Rich and Famous (江湖情 (gong1 wu4 cing4)) is a 1987 Hong Kong action-crime film directed by Taylor Wong, and starring Chow Yun-fat, Andy Lau, Alex Man, and Alan Tam. The film was concluded by a sequel, Tragic Hero which was also released in 1987. The film is also known as Black Vengeance.

==Plot==
In 1967, Yung and his best friend Kwok get into a fight with the local gang running the gambling hall after Yung runs up a large gambling debt. With the help of Yung's sister Wai-chui, another powerful gangster named Lee Ah-chai bails them out and offers them jobs working for him.

Four years later, Kwok and Yung have advanced in Ah-chai's gang and their sister Wai-chui is now Lee Ah-chai's housekeeper.

Ah-chai has been hiding his friend Fan, who has become gravely ill. Fan apparently has crossed the Thailand drug lords and has now stopped any drug shipments to Hong Kong. This draws the ire of the other gangs who demand that Ah-chai kill or turn in Fan. Ah-chai explains that he owes Fan a personal debt and to turn him in would mean dishonor.

Yung meets secretly with rival gang leader Chu Lo-tai and is paid to kill Fan. Yung shows up at Fan's location and kills him and the guard. Yung then is called to Ah-chai's office. Ah-chai says that he knows that Yung killed Fan and asks his henchman, Number 6 to kill Yung. Kwok barges into the room and begs for Yung's life. Ah-chai shoots Yung in the hand and tells them both to get lost.

Kwok and Yung have a falling out over Yung's behavior. Chu Lo-tai attempts to kill Kwok using gasoline and guns. Kwok hides out with his cousin Mak.

Lee Ah-chai meets with Kwok and Mak after Yung's attack and they become friends again. Ah-chai invites them to his upcoming wedding.

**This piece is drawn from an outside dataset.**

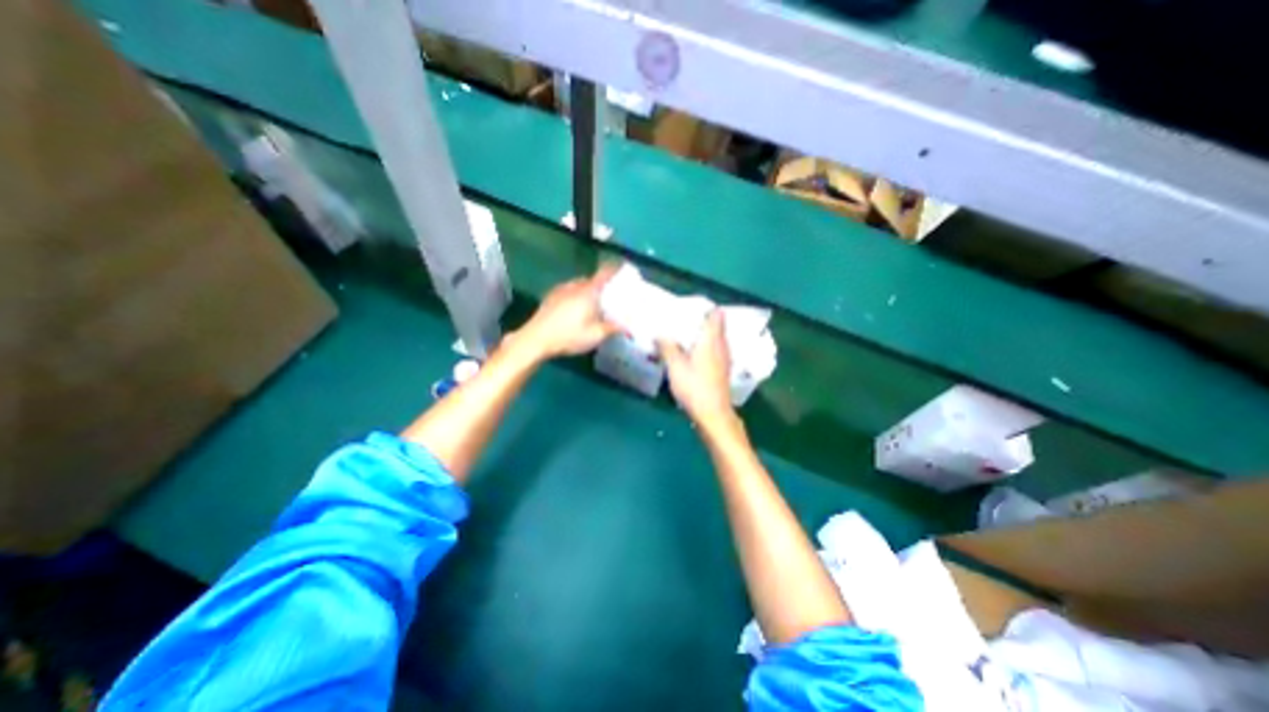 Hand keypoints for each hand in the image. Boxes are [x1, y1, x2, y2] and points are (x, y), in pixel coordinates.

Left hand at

At the wedding occurs, Yung's men ambush Ah-chai on the steps and shoot Ah-chai's fiance. Mak runs Yung down and beats him with a fender. Yung shoots him in the chest. Yung runs and is caught by police. Ah-chai thanks Mak for all he has done as he passes away.

==Cast==
- Chow Yun-fat as Lee Ah-chai
- Andy Lau as Lam Ting-kwok
- Alex Man as Tang Kar-yung
- Alan Tam as Mak Ying-hung
- Pauline Wong as Tang Wai-chiu
- Carina Lau as Lau Po-yee
- Danny Lee as Inspector Cheung
- Ko Chun-hsiung as Chu Lo-tai
- Shing Fui-On as Number 6

== Release ==
The film was released on Blu-ray in 2023.

== Reception ==
A retrospective review by Dark Side Reviews found that Rich and Famous to have flaws, such as finding the runtime too short to develop aspects of the story and characters, but found it to be a "good Triad film", praising the action sequences in particular.